オリラジのPERFECT HUMANを音楽的に解説するだけの記事。
今回はMステにもでてた今話題のアレ。オリエンタルラジオの新ネタ「PERFECT HUMAN」についての記事である。ユニット名はRADIO FISHって言うらしいね。
先日、当サイトのライター石左君から「オリエンタルラジオの新ネタの曲を音楽的に解説してみせよ」という連絡があった。彼曰くそういった斜め上の方向からでも音楽オタクの君ならどうにかなるとか、アレがなんたらかんたらのことだが、ボソっと自分が読みたいとも取れる発言もしていたので多分そういうことだろう。それか俺に対する新手の嫌がらせなのか。無茶振りにもほどがあるだろう。
ともかくだ、わたくしとしてはこの挑戦を受けないわけにはいかないだろう。
楽曲としてはかなり低レベルじゃないのかコレ・・・?
PERFECT HUMAN
サウンドのクオリティがひどい
この曲で真っ先に気になるのが音のクオリティの低さ。
芸人の曲に対して音のクオリティが低いとかなんたらって言うのもなんともお門違いな気もしなくもないが、楽曲としてみたときには真っ先に気になるのがココ。
最近の技術の発展というのは凄いもので、こういったエレクトロ系のサウンドのクオリティも最近は想像を超えて凄いことになっている。大体10万円くらい出してソフトを導入するだけで時代の先端をいくクオリティの音が使い放題という時代である。わけんわからん地下アイドルでも割と良い音してる時代なんだぜ・・・。
そんな時代だと言うのに予算をケチったのかなんかのミスなのか、PERFECT HUMANのサウンドのクオリティは異常に低い。
例えば上の動画でいうと47秒辺りからのクラップ(手拍子の音)あたりが一番わかりやすいんじゃないだろうか、素人目にも安っぽい音してるよねコレ。
あとはハイハット(チッチッチってなってる音)とかも目に見えてしょぼい。
敢えてチープな音を使う音楽ジャンルも少なくはないが、コレに関してはそういうジャンルじゃないだろう。
コールアンドレスポンスが雑
コールアンドレスポンスっていうのは「吠えろ(hey) 声あげろ(ho)」の部分ね。

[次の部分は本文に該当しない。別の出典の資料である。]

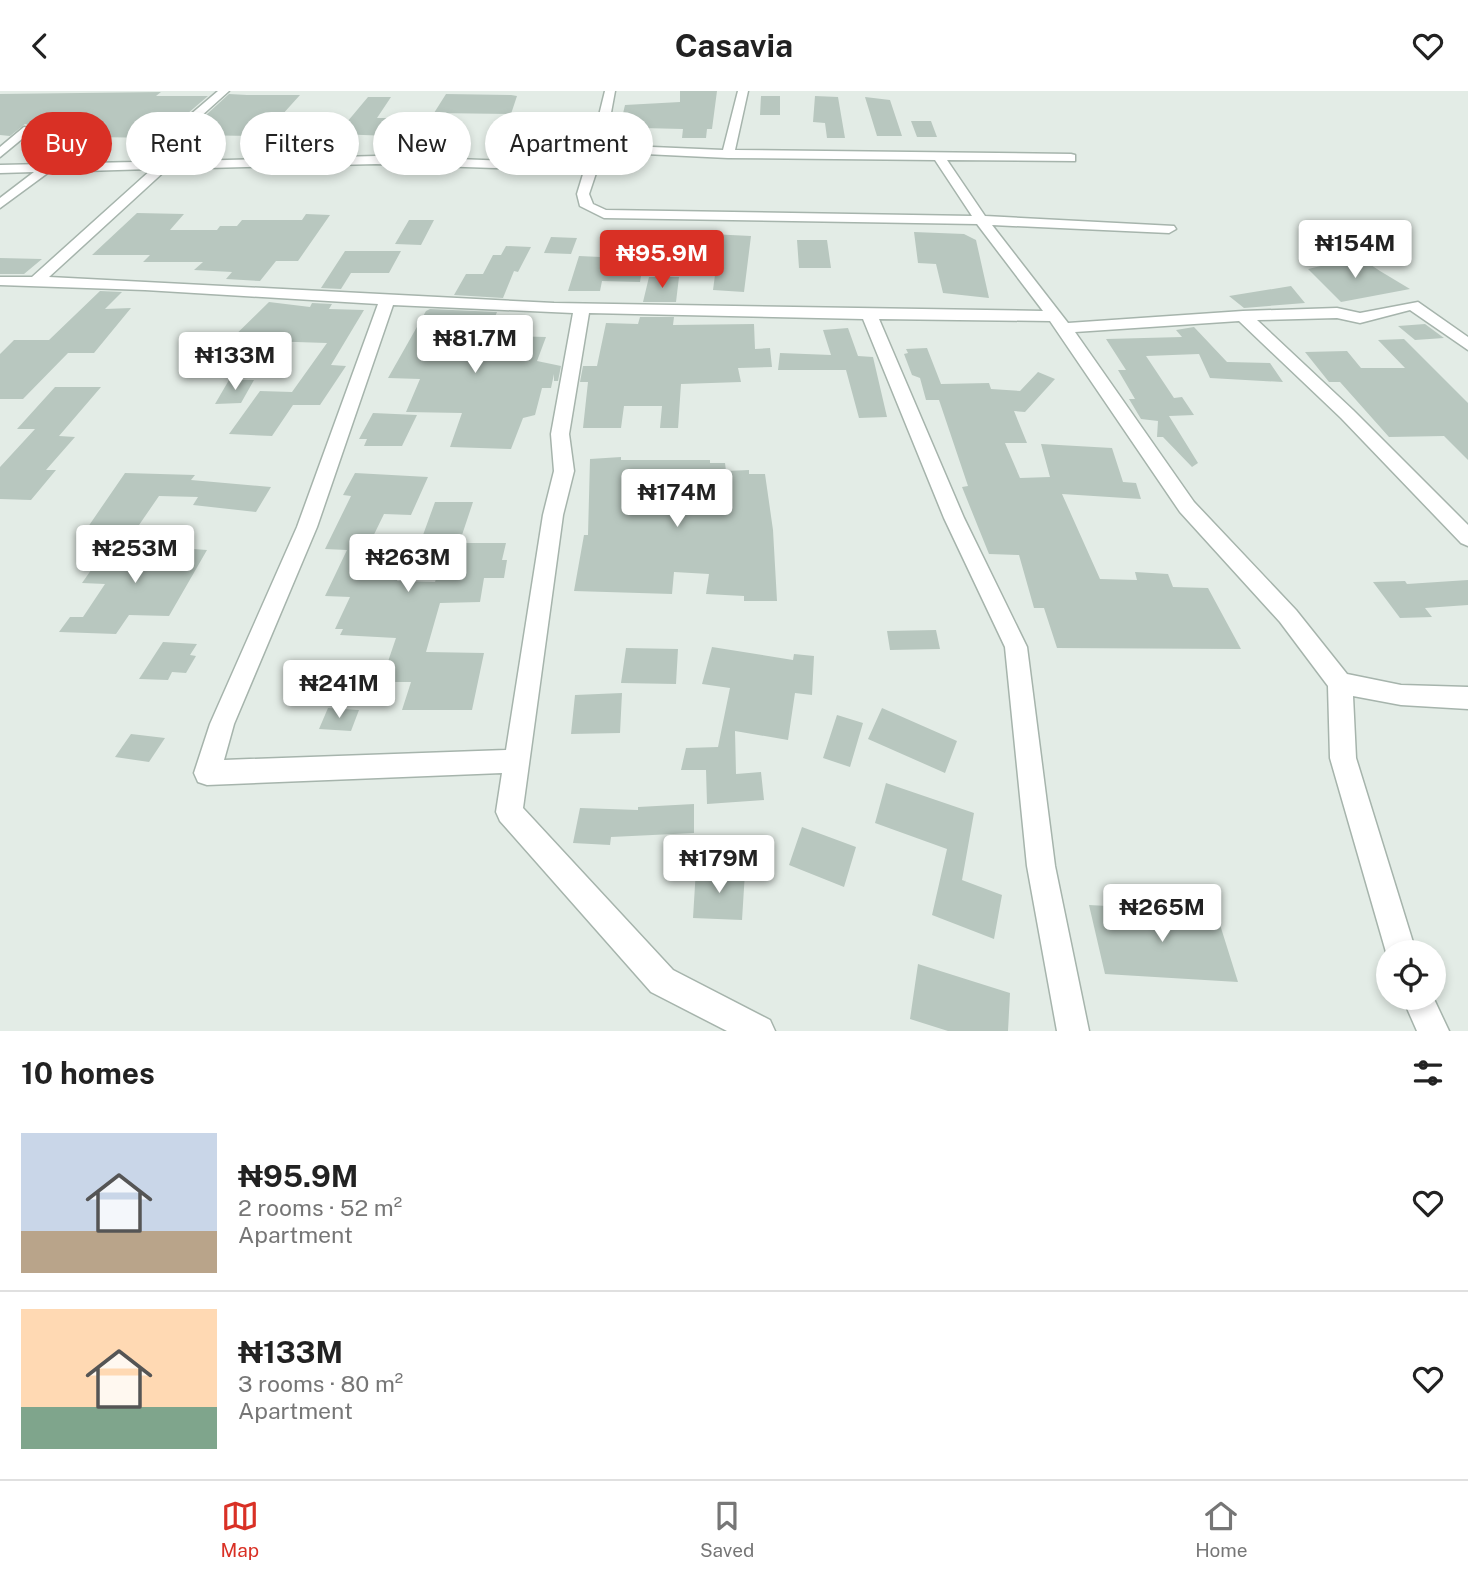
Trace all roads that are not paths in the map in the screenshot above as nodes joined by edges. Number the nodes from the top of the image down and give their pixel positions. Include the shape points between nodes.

特にこういったEDMとかもそうだしアイドル系とかでもそうだし、盛り上がる系の曲なら積極的に採用していきたい技法がコレ、コールアンドレスポンス。会場の一体感とかもでるし常套句の中の常套句。
で、オリラジの場合はココが非常に残念。
コールアンドレスポンスを知らない人が3秒で作ったコールアンドレスポンスみたいな感じ。なんかソレっぽい感じにテキトーにつくりました!って感じ。
敢えてベタ過ぎる感じにすると芸人的には良いのかもしれないけど、作曲者の投げやりな感じがよく出ててベリーバッド。
ドロップ
EDMで一番盛り上がる部分、サビ前のアレ。
「デーーデーーデーーデーーデーデーデーデーデデデデデデデデデデデデデデデデデデデ」のアノ部分、ドロップという名前なのだがココが非常に残念。
もはやEDMの命ともいえる部分なのだが、この曲、圧倒的やる気のなさが感じられる。
この部分EDMなら絶対入ってくる上、似たような曲が多い同ジャンルにて曲のオリジナリティを示す部分であるのだが、そんな大事な部分をただのスネアロールで済ましてしまった。酷い。ラーメン二郎に喩えると「スープなんてお湯にニンニク溶かしておけばソレっぽくなるだろ」みたいな雑さ。
察するにこの曲作った人、普段エレクトロを全く聞かない人なんだろう・・・。
上に書いた事柄に以外の他の部分もクオリティの低さが目立つし、非常に稚拙な出来栄えで楽曲に関してはマジでどうしようもない状況。
ディスったあとで作曲した人の名前を出すのはちょっと怖いので自重するが、その人のほかの曲は普通にクオリティ高いので多分マジでヤル気なかったんじゃないかな・・・。
曲はクソだが歌詞はスゲエ
上記のとおり曲に関してはマジでやる気が感じられなかったが、何故か歌詞は技法の側面から見ると非常に高度。パーフェクトヒューマン。
ということで流れにそって技法を解説していこう。
彼は言った世界は必ずしもみんな平等とは限らない
彼は言った世の中には絶対勝者と敗者が存在する
彼は言ったその勝者の頂点が自分自身そう
Top of the world
冒頭のこの部分。いわゆるツカミってやつだね。リスナーが最初に触れる部分でもあるし、曲の方向を決定づける大事な部分。彼らこの時点から高度。
まずね、最初の部分で「彼」が誰なのかを明かさずに話を進めるのがポイント。
リスナーに対してある種の疑問を提示するわけだね。ここでリスナーの興味を引くわけですよ。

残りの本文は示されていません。